Kłamstwo i prawda
Winston Churchill wyglądał jak stary buldog i ofiarowywał swoim rodakom tylko krew, pot i łzy. Jego słynne wystąpienie ( I have nothing to offer…) było zaprzeczeniem wszelkich zasad PR. Ale wygrał, bo mówił prawdę.
Bill Clinton kłamał w sprawach dość osobistych i mało istotnych, jakimi były jego obyczaje erotyczne. Sam fakt okłamywania społeczeństwa wystarczył jednak, aby wdrożyć przeciwko niemu procedurę impeachmentu. Choć Clintonowi udało się wywinąć, stracił podobno prawo wykonywania zawodu prawnika.

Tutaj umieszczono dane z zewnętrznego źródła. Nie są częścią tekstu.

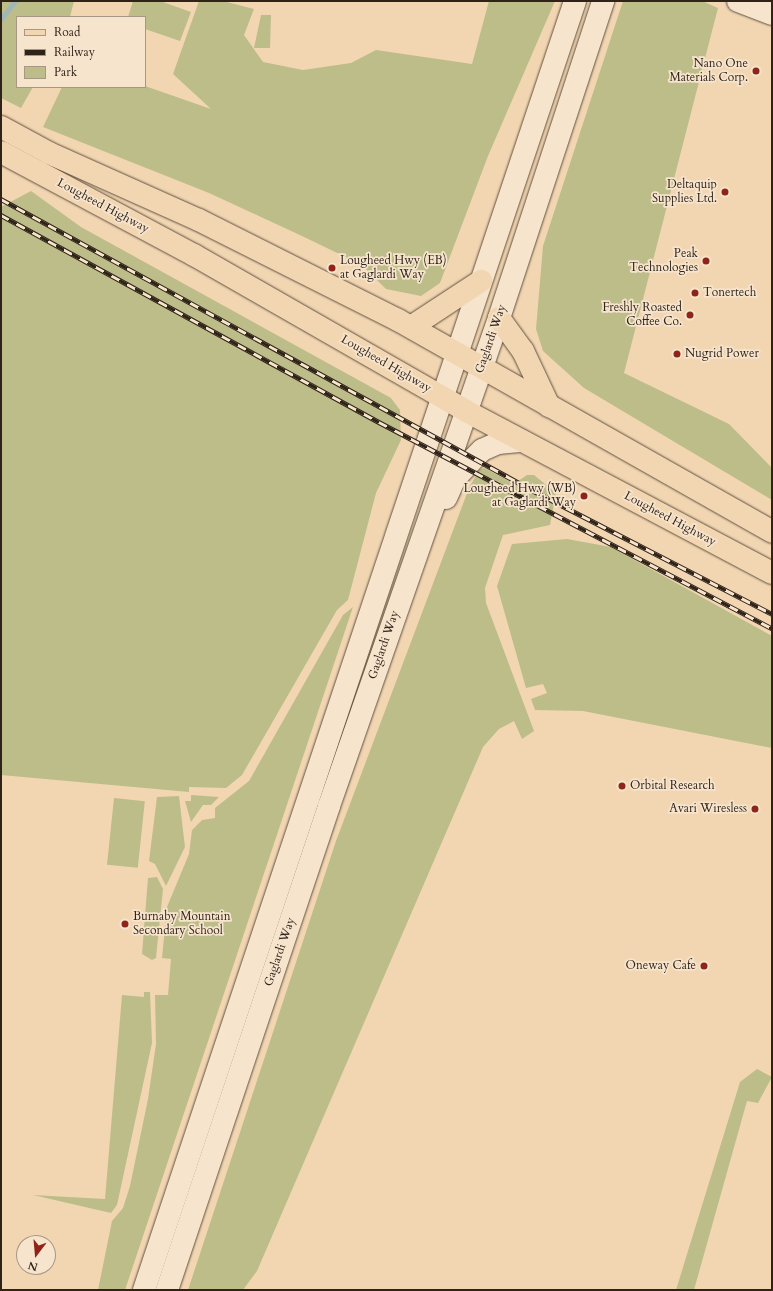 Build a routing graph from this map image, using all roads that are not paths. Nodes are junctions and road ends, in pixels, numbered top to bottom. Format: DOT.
graph roads {
  1 [pos="575,1"];
  2 [pos="738,1"];
  3 [pos="602,5"];
  4 [pos="772,14"];
  5 [pos="1,127"];
  6 [pos="1,152"];
  7 [pos="481,281"];
  8 [pos="499,318"];
  9 [pos="411,328"];
  10 [pos="459,354"];
  11 [pos="481,368"];
  12 [pos="444,398"];
  13 [pos="549,406"];
  14 [pos="466,411"];
  15 [pos="522,441"];
  16 [pos="772,532"];
  17 [pos="412,565"];
  18 [pos="772,573"];
  19 [pos="144,1290"];
  20 [pos="167,1290"];
  1 -- 7 [label="main road, Gaglardi Way"];
  2 -- 4 [label="main road"];
  3 -- 8 [label="main road, Gaglardi Way"];
  5 -- 9 [label="main road, Lougheed Highway"];
  6 -- 12 [label="main road, Lougheed Highway"];
  7 -- 9 [label="main road"];
  7 -- 10 [label="main road, Gaglardi Way"];
  8 -- 11 [label="main road, Gaglardi Way"];
  8 -- 13 [label="main road"];
  9 -- 10 [label="main road, Lougheed Highway"];
  10 -- 11 [label="main road, Lougheed Highway"];
  10 -- 12 [label="main road, Gaglardi Way"];
  11 -- 13 [label="main road, Lougheed Highway"];
  11 -- 14 [label="main road, Gaglardi Way"];
  12 -- 14 [label="main road, Lougheed Highway"];
  12 -- 19 [label="main road, Gaglardi Way"];
  13 -- 16 [label="main road, Lougheed Highway"];
  14 -- 15 [label="main road, Lougheed Highway"];
  14 -- 17 [label="main road, Gaglardi Way"];
  15 -- 17 [label="main road"];
  15 -- 18 [label="main road, Lougheed Highway"];
  17 -- 20 [label="main road, Gaglardi Way"];
} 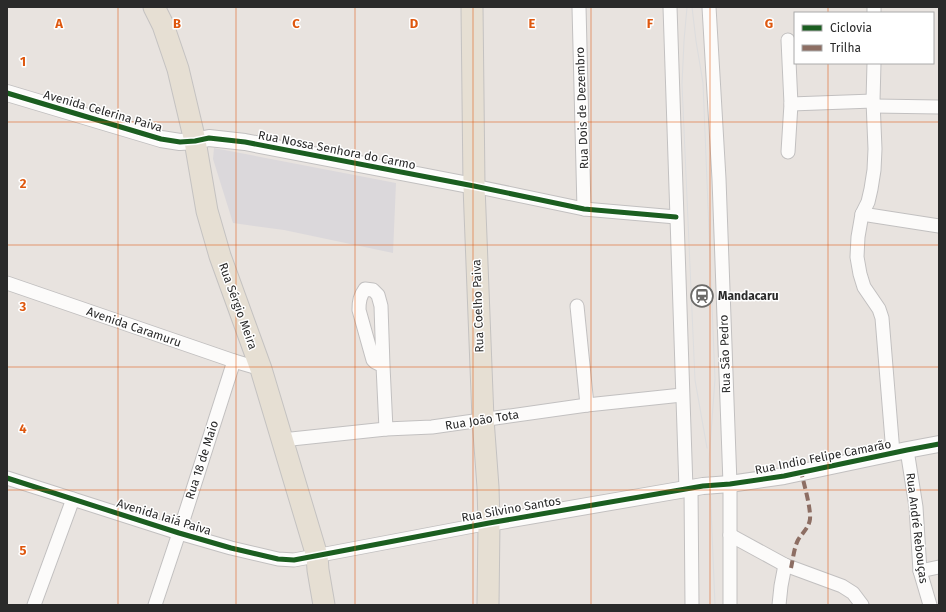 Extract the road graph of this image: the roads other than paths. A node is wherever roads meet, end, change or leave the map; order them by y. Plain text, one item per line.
1 (154, 7) edge
2 (472, 7) edge
3 (579, 7) edge
4 (670, 7) edge
5 (709, 7) edge
6 (788, 40) dead end
7 (874, 64) edge
8 (7, 93) edge
9 (874, 103) junction
10 (791, 104) junction
11 (939, 107) edge
12 (195, 141) junction
13 (788, 152) dead end
14 (474, 186) junction
15 (584, 208) junction
16 (862, 214) junction
17 (676, 216) junction
18 (939, 226) edge
19 (7, 283) edge
20 (577, 306) dead end
21 (234, 361) junction
22 (383, 366) junction
23 (261, 369) junction
24 (682, 395) junction
25 (587, 404) junction
26 (483, 419) junction
27 (386, 429) junction
28 (282, 440) junction
29 (939, 444) edge
30 (900, 451) junction
31 (7, 478) edge
32 (730, 484) junction
33 (710, 485) joint
34 (688, 488) junction
35 (73, 499) junction
36 (489, 522) junction
37 (179, 533) junction
38 (730, 535) junction
39 (317, 556) junction
40 (785, 565) junction
41 (939, 567) edge
42 (920, 571) junction
43 (34, 605) edge
44 (155, 605) edge
45 (324, 605) edge
46 (488, 605) edge
47 (692, 605) edge
48 (730, 605) edge
49 (779, 605) edge
50 (862, 605) edge
51 (930, 605) edge

1 - 12 main road, Rua Sérgio Meira
2 - 14 main road, Rua Coelho Paiva
3 - 15 street, Rua Dois de Dezembro
4 - 17 street
5 - 32 street, Rua São Pedro
6 - 10 street
7 - 9 street, Rua André Rebouças
8 - 12 street, Avenida Celerina Paiva
9 - 10 street
9 - 11 street
9 - 16 street, Rua André Rebouças
10 - 13 street
12 - 14 street, Rua Nossa Senhora do Carmo
12 - 23 main road, Rua Sérgio Meira
14 - 15 street
14 - 26 main road, Rua Coelho Paiva
15 - 17 street
16 - 18 street
16 - 30 street, Rua André Rebouças
17 - 24 street
19 - 21 street, Avenida Caramuru
20 - 25 street
21 - 23 street, Avenida Caramuru
21 - 37 street, Rua 18 de Maio
22 - 22 street
22 - 27 street
23 - 28 main road, Rua Sérgio Meira
24 - 25 street, Rua João Tota
24 - 34 street
25 - 26 street, Rua João Tota
26 - 27 street, Rua João Tota
26 - 36 main road, Rua Coelho Paiva
27 - 28 street, Rua João Tota
28 - 39 main road, Rua Sérgio Meira
29 - 30 street, Rua Indio Felipe Camarão
30 - 32 street, Rua Indio Felipe Camarão
30 - 42 street, Rua André Rebouças
31 - 35 street, Avenida Iaiá Paiva
32 - 33 street, Rua Indio Felipe Camarão
32 - 38 street, Rua São Pedro
33 - 34 street, Rua Silvino Santos
34 - 36 street, Rua Silvino Santos
34 - 47 street
35 - 37 street, Avenida Iaiá Paiva
35 - 43 street
36 - 39 street, Rua Silvino Santos
36 - 46 main road, Rua Coelho Paiva
37 - 39 street, Avenida Iaiá Paiva
37 - 44 street, Rua 18 de Maio
38 - 40 street
38 - 48 street, Rua São Pedro
39 - 45 main road, Rua Sérgio Meira
40 - 49 street
40 - 50 street
41 - 42 street
42 - 51 street, Rua André Rebouças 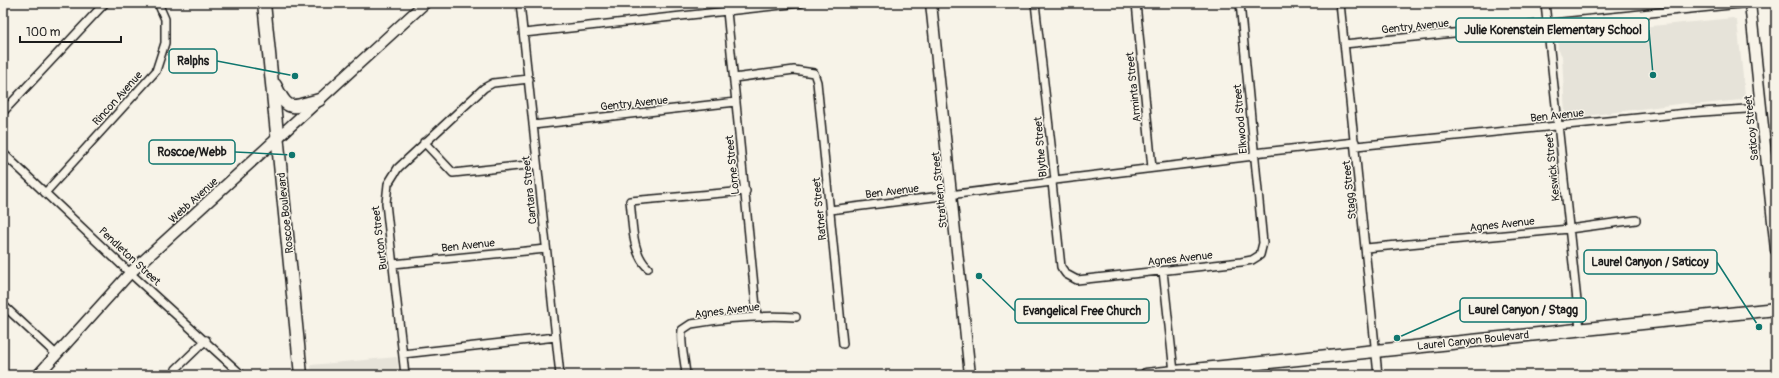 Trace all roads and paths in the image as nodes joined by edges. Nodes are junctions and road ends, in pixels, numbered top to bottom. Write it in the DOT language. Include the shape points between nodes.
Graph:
graph roads {
  1 [pos="105,3"];
  2 [pos="158,3"];
  3 [pos="264,3"];
  4 [pos="425,3"];
  5 [pos="520,3"];
  6 [pos="801,3"];
  7 [pos="931,3"];
  8 [pos="1035,3"];
  9 [pos="1136,3"];
  10 [pos="1240,3"];
  11 [pos="1340,3"];
  12 [pos="1545,3"];
  13 [pos="1750,3"];
  14 [pos="727,11"];
  15 [pos="1547,23"];
  16 [pos="524,33"];
  17 [pos="1344,44"];
  18 [pos="271,78"];
  19 [pos="734,78"];
  20 [pos="528,79"];
  21 [pos="319,100"];
  22 [pos="736,102"];
  23 [pos="1761,108"];
  24 [pos="3,112"];
  25 [pos="533,125"];
  26 [pos="1559,126"];
  27 [pos="277,138"];
  28 [pos="424,142"];
  29 [pos="1356,144"];
  30 [pos="3,153"];
  31 [pos="1254,155"];
  32 [pos="538,164"];
  33 [pos="1152,168"];
  34 [pos="1054,181"];
  35 [pos="746,191"];
  36 [pos="45,193"];
  37 [pos="951,195"];
  38 [pos="830,210"];
  39 [pos="1636,220"];
  40 [pos="1569,229"];
  41 [pos="1262,233"];
  42 [pos="1366,248"];
  43 [pos="546,249"];
  44 [pos="1776,250"];
  45 [pos="393,264"];
  46 [pos="648,268"];
  47 [pos="1163,271"];
  48 [pos="130,273"];
  49 [pos="1077,280"];
  50 [pos="3,305"];
  51 [pos="1776,308"];
  52 [pos="757,317"];
  53 [pos="796,317"];
  54 [pos="1580,329"];
  55 [pos="556,337"];
  56 [pos="206,340"];
  57 [pos="843,344"];
  58 [pos="1376,350"];
  59 [pos="403,354"];
  60 [pos="57,355"];
  61 [pos="176,369"];
  62 [pos="1174,372"];
  63 [pos="38,375"];
  64 [pos="242,375"];
  65 [pos="300,375"];
  66 [pos="405,375"];
  67 [pos="560,375"];
  68 [pos="686,375"];
  69 [pos="970,375"];
  70 [pos="1146,375"];
  71 [pos="1378,375"];
  1 -- 24 [label="street"];
  2 -- 36 [label="street, Rincon Avenue" via="165,19 165,43 156,70"];
  3 -- 18 [label="main road, Roscoe Boulevard"];
  4 -- 21 [label="main road, Webb Avenue"];
  5 -- 16 [label="street, Cantara Street"];
  6 -- 14 [label="street"];
  7 -- 37 [label="main road, Strathern Street"];
  8 -- 34 [label="street, Blythe Street"];
  9 -- 33 [label="street, Arminta Street"];
  10 -- 31 [label="street, Elkwood Street"];
  11 -- 17 [label="street, Stagg Street"];
  12 -- 15 [label="street, Keswick Street"];
  13 -- 15 [label="street, Gentry Avenue"];
  13 -- 23 [label="main road, Saticoy Street"];
  14 -- 16 [label="street"];
  14 -- 19 [label="street, Lorne Street"];
  15 -- 17 [label="street, Gentry Avenue"];
  15 -- 26 [label="street, Keswick Street"];
  16 -- 20 [label="street, Cantara Street"];
  17 -- 29 [label="street, Stagg Street"];
  18 -- 21 [label="main road" via="286,105 296,107"];
  18 -- 27 [label="main road, Roscoe Boulevard"];
  19 -- 22 [label="street, Lorne Street"];
  19 -- 38 [label="street, Ratner Street" via="794,70 814,73"];
  20 -- 25 [label="street, Cantara Street"];
  20 -- 28 [label="street, Burton Street" via="493,84 484,88"];
  21 -- 27 [label="main road, Webb Avenue"];
  22 -- 25 [label="street, Gentry Avenue"];
  22 -- 35 [label="street, Lorne Street"];
  23 -- 26 [label="street, Ben Avenue"];
  23 -- 44 [label="main road, Saticoy Street"];
  25 -- 32 [label="street, Cantara Street"];
  26 -- 29 [label="street, Ben Avenue"];
  26 -- 40 [label="street, Keswick Street"];
  27 -- 48 [label="main road, Webb Avenue"];
  27 -- 65 [label="main road, Roscoe Boulevard"];
  28 -- 32 [label="street" via="453,173"];
  28 -- 45 [label="street, Burton Street" via="398,168 388,184 386,203"];
  29 -- 31 [label="street, Ben Avenue"];
  29 -- 42 [label="street, Stagg Street"];
  30 -- 36 [label="street, Pendleton Street"];
  31 -- 33 [label="street, Ben Avenue"];
  31 -- 41 [label="street, Elkwood Street"];
  32 -- 43 [label="street, Cantara Street"];
  33 -- 34 [label="street, Ben Avenue"];
  34 -- 37 [label="street, Ben Avenue"];
  34 -- 49 [label="street, Blythe Street" via="1061,267 1066,274"];
  35 -- 46 [label="street" via="630,201 637,253"];
  35 -- 52 [label="street, Lorne Street"];
  36 -- 48 [label="street, Pendleton Street"];
  37 -- 38 [label="street, Ben Avenue"];
  37 -- 69 [label="main road, Strathern Street"];
  38 -- 57 [label="street, Ratner Street"];
  39 -- 40 [label="street, Agnes Avenue"];
  40 -- 42 [label="street, Agnes Avenue"];
  40 -- 54 [label="street, Keswick Street"];
  41 -- 47 [label="street, Agnes Avenue" via="1263,249 1260,255 1252,260"];
  42 -- 58 [label="street, Stagg Street"];
  43 -- 45 [label="street, Ben Avenue"];
  43 -- 55 [label="street, Cantara Street"];
  45 -- 59 [label="street, Burton Street"];
  47 -- 49 [label="street, Agnes Avenue"];
  47 -- 62 [label="street"];
  48 -- 56 [label="street, Pendleton Street"];
  48 -- 60 [label="main road, Webb Avenue"];
  50 -- 60 [label="street"];
  51 -- 54 [label="main road, Laurel Canyon Boulevard"];
  52 -- 53 [label="street, Agnes Avenue"];
  52 -- 68 [label="street, Agnes Avenue" via="691,324 682,330"];
  54 -- 58 [label="main road, Laurel Canyon Boulevard"];
  55 -- 59 [label="street"];
  55 -- 67 [label="street, Cantara Street"];
  56 -- 61 [label="street"];
  56 -- 64 [label="street, Pendleton Street"];
  58 -- 62 [label="main road, Laurel Canyon Boulevard"];
  58 -- 71 [label="street, Stagg Street"];
  59 -- 66 [label="street, Burton Street"];
  60 -- 63 [label="main road, Webb Avenue"];
  62 -- 70 [label="main road, Laurel Canyon Boulevard"];
}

Premier Węgier Ferenc Gyurcsany poległ dopiero wówczas, gdy powiedział prawdę, że przedtem nałogowo kłamał.( „Węgry są spisane na straty….Ostatnie lata były jednym wielkim kłamstwem”.) Czy byłoby dla niego lepiej gdyby „ szedł w zaparte”?
Donald Tusk kłamie w sprawach bardzo istotnych, choćby w sprawie kontraktu z nieistniejącymi inwestorami katarskimi, czy w sprawie smoleńskiej. Ale nikogo to nie obchodzi. Czy to oznacza, że nasze społeczeństwo chce być okłamywane?